Moving forward, Bird uses the “self” and biography to navigate the difficulties of a balanced representation of both trauma and beauty and how they occupy space in the chapbook. One of the primary ways that Bird achieves this is through their control of narrative and other literary techniques. As the chapbook progresses, Bird’s “I/Me” speaker is not a static presence but undergoes fragmentation and reinvention as the central themes of trauma, healing and the body find expression in nature, a source of ongoing inspiration throughout the poems. Bird exemplifies this notion in the first poem of the collection titled “At My Grandma’s Funeral,” with the lines: “I see / myself fractured in the ripples” (9). Their use of enjambment, along with the natural characteristics of ripples in water, creates a sense of fragmentation and distortion that Bird then applies to how the speaker perceives themself. However, from this fragmentation comes clarity. The following line: “I see myself” suggests an entirely new perspective born out of the action of the ripples (9).

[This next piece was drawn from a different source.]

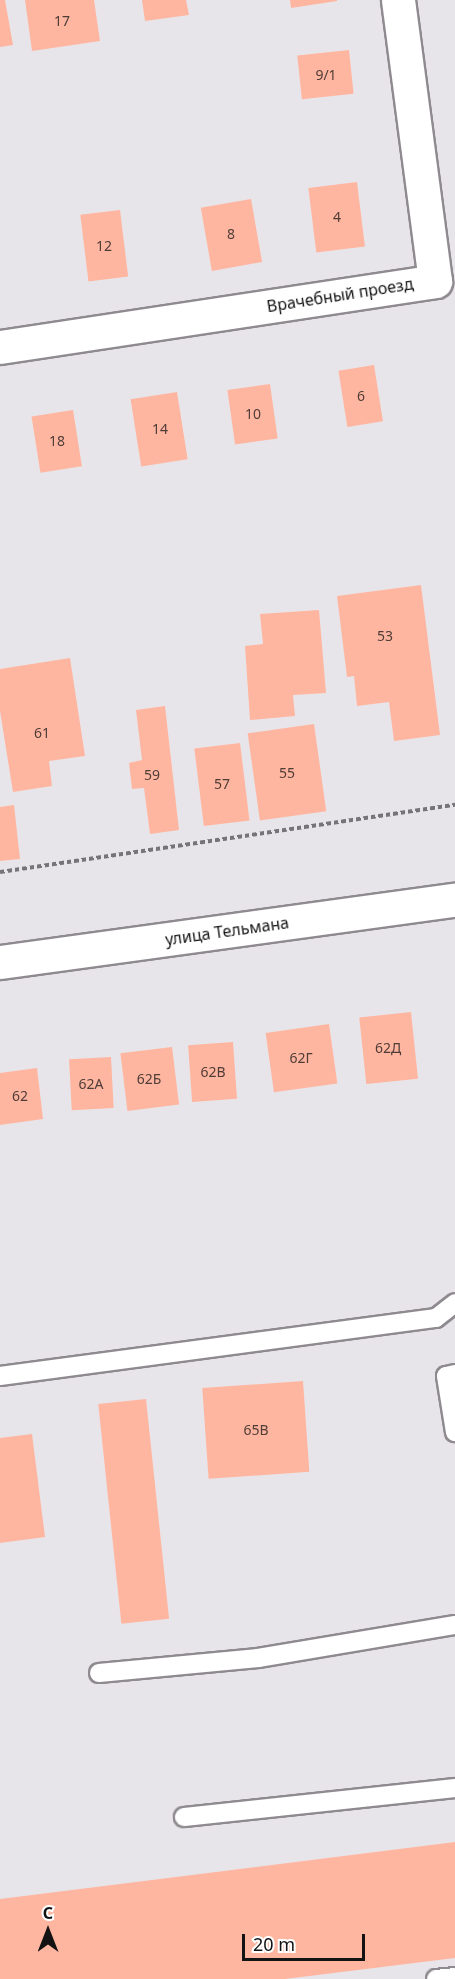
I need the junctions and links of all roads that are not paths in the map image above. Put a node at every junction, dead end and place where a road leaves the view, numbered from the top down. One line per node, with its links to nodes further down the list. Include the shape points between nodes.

This cycle of fragmentation and reinvention puts forth notions of circularity that are central to the collection: ripples become peaks, peaks become waves, waves become still waters. Furthermore, these notions of circularity assist to balance the representation of trauma and beauty by the ways that they trace the chapbook’s overarching narrative. The earlier motifs of erosion, deterioration and death shift towards ones of growth, nurturing and futurity. Bird creates this transition in their narrative to honour the beauty and healing that can arise from inter-generational experiences with trauma and violence. This shift culminates in the final stanza of the chapbook’s closing poem, “Selkirk, Manitoba:”
The body
of the town a rose bush, a dry thicket,
a target for lightning strikes,
waiting to catch fire and begin again (Bird 37, emphasis mine).
Here, the motif of “fire” transitions from its earlier connotations of destruction and death to growth and fertility. The fertile soil left by the bush fire creates a haven for regeneration and regrowth, thus providing the strength and nourishment to move forward and “begin again” (Bird 37).